■ Exercise inputs
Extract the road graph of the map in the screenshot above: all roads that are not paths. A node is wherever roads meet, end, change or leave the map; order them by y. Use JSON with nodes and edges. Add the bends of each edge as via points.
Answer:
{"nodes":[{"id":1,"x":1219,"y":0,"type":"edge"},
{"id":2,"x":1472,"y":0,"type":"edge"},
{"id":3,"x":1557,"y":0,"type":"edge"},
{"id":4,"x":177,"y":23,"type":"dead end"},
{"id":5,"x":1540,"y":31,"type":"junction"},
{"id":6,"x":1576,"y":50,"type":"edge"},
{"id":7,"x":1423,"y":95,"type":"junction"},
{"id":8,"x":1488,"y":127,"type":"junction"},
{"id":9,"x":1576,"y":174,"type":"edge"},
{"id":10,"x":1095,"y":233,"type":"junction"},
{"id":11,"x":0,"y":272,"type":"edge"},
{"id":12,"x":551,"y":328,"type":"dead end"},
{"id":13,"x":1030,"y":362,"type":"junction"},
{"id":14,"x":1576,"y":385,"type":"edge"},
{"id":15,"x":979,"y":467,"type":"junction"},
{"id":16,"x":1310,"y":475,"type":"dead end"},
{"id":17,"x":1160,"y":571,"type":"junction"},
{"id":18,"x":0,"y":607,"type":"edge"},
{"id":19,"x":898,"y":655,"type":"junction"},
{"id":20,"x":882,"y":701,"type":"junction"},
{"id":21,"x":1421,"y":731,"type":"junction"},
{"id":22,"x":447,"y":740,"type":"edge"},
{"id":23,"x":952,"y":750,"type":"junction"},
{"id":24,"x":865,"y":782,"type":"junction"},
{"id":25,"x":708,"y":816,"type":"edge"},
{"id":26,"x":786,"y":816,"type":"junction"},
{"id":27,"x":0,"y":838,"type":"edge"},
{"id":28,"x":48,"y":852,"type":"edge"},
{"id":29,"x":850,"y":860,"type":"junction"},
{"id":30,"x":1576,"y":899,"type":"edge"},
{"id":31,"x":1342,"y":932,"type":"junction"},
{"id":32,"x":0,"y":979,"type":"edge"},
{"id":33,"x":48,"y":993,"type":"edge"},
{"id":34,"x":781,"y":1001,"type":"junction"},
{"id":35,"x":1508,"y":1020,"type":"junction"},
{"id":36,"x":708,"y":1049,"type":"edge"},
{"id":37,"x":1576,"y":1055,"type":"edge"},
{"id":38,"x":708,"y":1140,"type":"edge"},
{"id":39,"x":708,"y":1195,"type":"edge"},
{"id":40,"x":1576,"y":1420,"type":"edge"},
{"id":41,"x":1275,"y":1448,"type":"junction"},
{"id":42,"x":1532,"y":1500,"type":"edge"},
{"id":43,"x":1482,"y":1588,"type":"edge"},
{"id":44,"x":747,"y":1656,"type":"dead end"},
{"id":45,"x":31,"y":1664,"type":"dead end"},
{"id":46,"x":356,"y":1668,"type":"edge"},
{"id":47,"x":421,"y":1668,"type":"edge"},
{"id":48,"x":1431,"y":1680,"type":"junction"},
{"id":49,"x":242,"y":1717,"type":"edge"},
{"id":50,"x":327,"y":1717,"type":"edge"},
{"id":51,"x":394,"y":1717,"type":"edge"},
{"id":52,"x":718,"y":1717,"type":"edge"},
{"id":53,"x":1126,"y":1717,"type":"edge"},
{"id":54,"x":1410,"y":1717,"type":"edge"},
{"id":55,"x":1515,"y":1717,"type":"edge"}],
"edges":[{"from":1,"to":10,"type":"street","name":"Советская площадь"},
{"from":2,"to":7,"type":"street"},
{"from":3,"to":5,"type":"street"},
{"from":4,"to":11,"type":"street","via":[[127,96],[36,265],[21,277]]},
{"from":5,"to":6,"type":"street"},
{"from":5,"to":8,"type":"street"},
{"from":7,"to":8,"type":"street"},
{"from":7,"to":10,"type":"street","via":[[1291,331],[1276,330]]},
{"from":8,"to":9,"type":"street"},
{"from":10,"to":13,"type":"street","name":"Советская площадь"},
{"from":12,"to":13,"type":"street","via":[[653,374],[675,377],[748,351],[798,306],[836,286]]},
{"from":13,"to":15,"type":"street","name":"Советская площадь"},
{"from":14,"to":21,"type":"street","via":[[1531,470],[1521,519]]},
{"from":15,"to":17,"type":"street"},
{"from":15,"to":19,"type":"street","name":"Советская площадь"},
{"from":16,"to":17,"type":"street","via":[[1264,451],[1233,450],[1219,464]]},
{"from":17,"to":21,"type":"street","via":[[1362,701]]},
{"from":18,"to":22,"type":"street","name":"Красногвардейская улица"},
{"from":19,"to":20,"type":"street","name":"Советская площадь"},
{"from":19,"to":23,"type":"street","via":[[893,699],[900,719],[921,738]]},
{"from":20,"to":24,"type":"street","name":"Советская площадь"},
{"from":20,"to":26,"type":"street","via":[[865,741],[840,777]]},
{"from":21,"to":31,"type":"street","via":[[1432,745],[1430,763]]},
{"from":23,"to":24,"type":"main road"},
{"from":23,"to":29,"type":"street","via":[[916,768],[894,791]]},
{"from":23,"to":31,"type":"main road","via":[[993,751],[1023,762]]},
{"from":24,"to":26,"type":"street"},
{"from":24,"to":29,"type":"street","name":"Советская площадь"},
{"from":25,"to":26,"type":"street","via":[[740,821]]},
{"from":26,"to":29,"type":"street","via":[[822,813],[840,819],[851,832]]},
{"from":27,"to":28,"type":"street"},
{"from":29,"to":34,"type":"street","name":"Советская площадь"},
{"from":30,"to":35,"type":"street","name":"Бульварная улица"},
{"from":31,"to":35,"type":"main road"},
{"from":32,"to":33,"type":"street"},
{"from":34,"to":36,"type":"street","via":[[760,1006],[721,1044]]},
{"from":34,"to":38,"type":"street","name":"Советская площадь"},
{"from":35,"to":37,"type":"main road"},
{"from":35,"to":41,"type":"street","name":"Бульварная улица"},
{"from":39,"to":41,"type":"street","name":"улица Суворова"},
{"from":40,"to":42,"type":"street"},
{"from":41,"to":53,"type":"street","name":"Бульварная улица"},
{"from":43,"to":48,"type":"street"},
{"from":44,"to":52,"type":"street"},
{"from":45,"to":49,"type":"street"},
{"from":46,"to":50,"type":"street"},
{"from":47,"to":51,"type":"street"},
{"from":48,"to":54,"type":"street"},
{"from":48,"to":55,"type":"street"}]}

--

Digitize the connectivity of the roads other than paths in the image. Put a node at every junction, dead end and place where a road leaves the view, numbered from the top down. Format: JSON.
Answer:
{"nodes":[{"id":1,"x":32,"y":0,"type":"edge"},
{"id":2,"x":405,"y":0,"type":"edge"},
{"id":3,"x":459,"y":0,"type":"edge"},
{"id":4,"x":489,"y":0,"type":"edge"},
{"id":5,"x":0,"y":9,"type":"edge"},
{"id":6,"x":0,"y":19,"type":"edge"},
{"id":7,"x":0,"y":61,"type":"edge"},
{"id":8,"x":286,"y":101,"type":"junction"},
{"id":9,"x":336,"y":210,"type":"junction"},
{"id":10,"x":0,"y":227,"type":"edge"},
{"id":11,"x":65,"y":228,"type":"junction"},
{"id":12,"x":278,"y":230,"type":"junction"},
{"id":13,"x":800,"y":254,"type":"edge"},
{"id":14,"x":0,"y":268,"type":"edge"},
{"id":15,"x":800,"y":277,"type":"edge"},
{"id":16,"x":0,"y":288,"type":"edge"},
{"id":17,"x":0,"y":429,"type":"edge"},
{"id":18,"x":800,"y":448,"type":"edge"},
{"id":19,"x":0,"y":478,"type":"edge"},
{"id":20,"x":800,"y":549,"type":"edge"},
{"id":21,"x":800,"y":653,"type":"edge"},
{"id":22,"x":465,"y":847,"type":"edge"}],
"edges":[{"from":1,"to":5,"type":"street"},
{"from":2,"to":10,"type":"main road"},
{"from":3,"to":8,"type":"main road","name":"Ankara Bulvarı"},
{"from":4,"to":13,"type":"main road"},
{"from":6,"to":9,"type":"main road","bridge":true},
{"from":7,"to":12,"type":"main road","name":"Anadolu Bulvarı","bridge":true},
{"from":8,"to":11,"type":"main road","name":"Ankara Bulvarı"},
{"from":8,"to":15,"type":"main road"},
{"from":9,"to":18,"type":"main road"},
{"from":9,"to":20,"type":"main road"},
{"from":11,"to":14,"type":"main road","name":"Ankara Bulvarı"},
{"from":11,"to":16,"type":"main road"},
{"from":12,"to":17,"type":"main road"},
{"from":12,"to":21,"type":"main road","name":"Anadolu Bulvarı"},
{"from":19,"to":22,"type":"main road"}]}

■ Exercise
Across the entries above, how many lines carry the word "Ankara"? Write only the number.

■ Solution to this exercise
3